The Sharks actually looked strong early, poised to put the Dallas disaster behind them. The first few shifts, they had the puck in the Nashville end.
But Tomas Hertl was outmuscled behind the net by Colin Wilson on Colton Sissons’ goal at 4:14, Burns got beat on the second, and the Sharks never recovered. Patrick Marleau’s second period power play goal offered life, but that was extinguished 24 seconds later when James Neal answered with a power play goal of his own. The Sharks never got closer than two goals after that.
“When things are going bad, those are the things that are happening,” Burns said of Neal’s response to Marleau’s marker. “So, you’ve just got work through it."
Will they be able to work through it with just seven games left in the regular season, though? That this cold spell is happening in late March doesn’t speak well to the Sharks’ chances in the postseason, which begins in just two-and-a-half weeks.
Burns said: “Right now we should be just tightening up everything. … We've got figure it out pretty soon.”
NASHVILLE – Sharks forward Micheal Haley could be in line for supplemental discipline from the league, after earning a match penalty in the third period of Saturday’s 7-2 loss in Nashville.
After absorbing a borderline hit from behind by Calle Jarnkrok, Haley tracked down the Predators forward and promptly delivered a left jab to Jarnkrok’s face at 12:56 of the final frame, with the Sharks trailing 5-2 at the time.

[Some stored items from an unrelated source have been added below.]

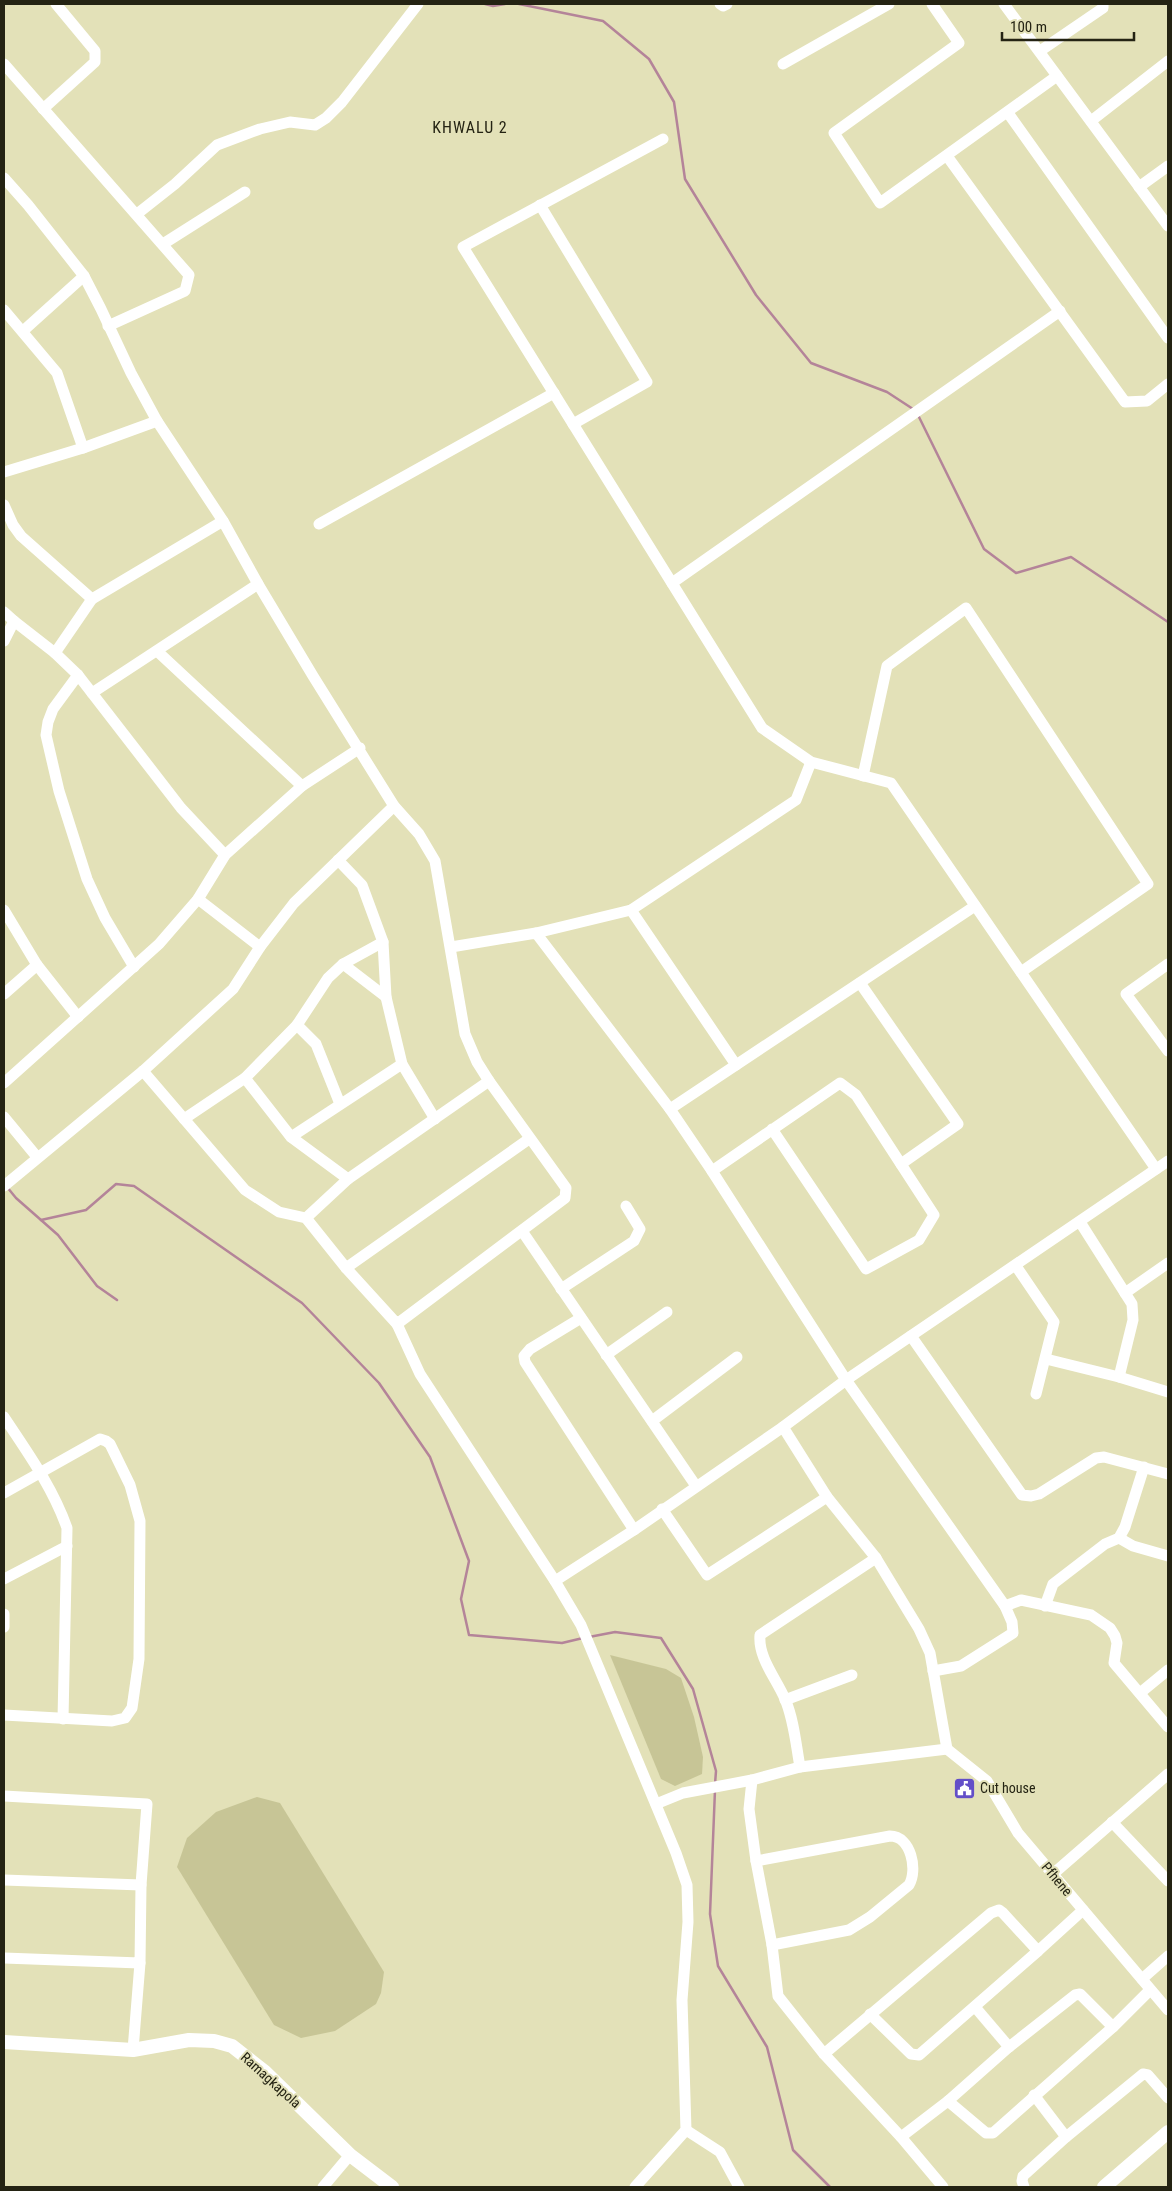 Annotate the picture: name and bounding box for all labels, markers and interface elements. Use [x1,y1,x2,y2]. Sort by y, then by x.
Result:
scale bar [1002,10,1134,42]
text: 100 m [1010,18,1047,36]
district label: KHWALU 2 [432,118,508,137]
public building icon: Cut house [952,1776,976,1800]
place label: Cut house [980,1780,1036,1796]
street label: Pfhene [1038,1859,1076,1899]
street label: Ramagkapola [238,2049,304,2111]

Naturally, there were differing opinions from the two head coaches on the play.
Pete DeBoer said: “When you run someone from behind in a game like that, you probably deserve to get a punch in the mouth.”
Predators coach Peter Laviolette told reporters: "It's an ugly play. This isn't the wild, wild west. I mean, Calle hit him. We took a penalty. If we start doing that, we're in trouble, so hopefully it gets looked at."
Any player who earns a match penalty "shall be automatically suspended from further competition until the commissioner has ruled on the issue,” according to league rules.
In 54 games this season, Haley has two goals and nine assists for 11 points. His 110 penalty minutes is fifth in the league.
Jarnkrok did not return after the punch, but told reporters after the game he felt “OK.”
"I feel pretty good," Jarnkrok said. "Obviously, I saw him coming. There were a couple other guys coming, too. I didn't really know what to do. He got in a good punch on me.”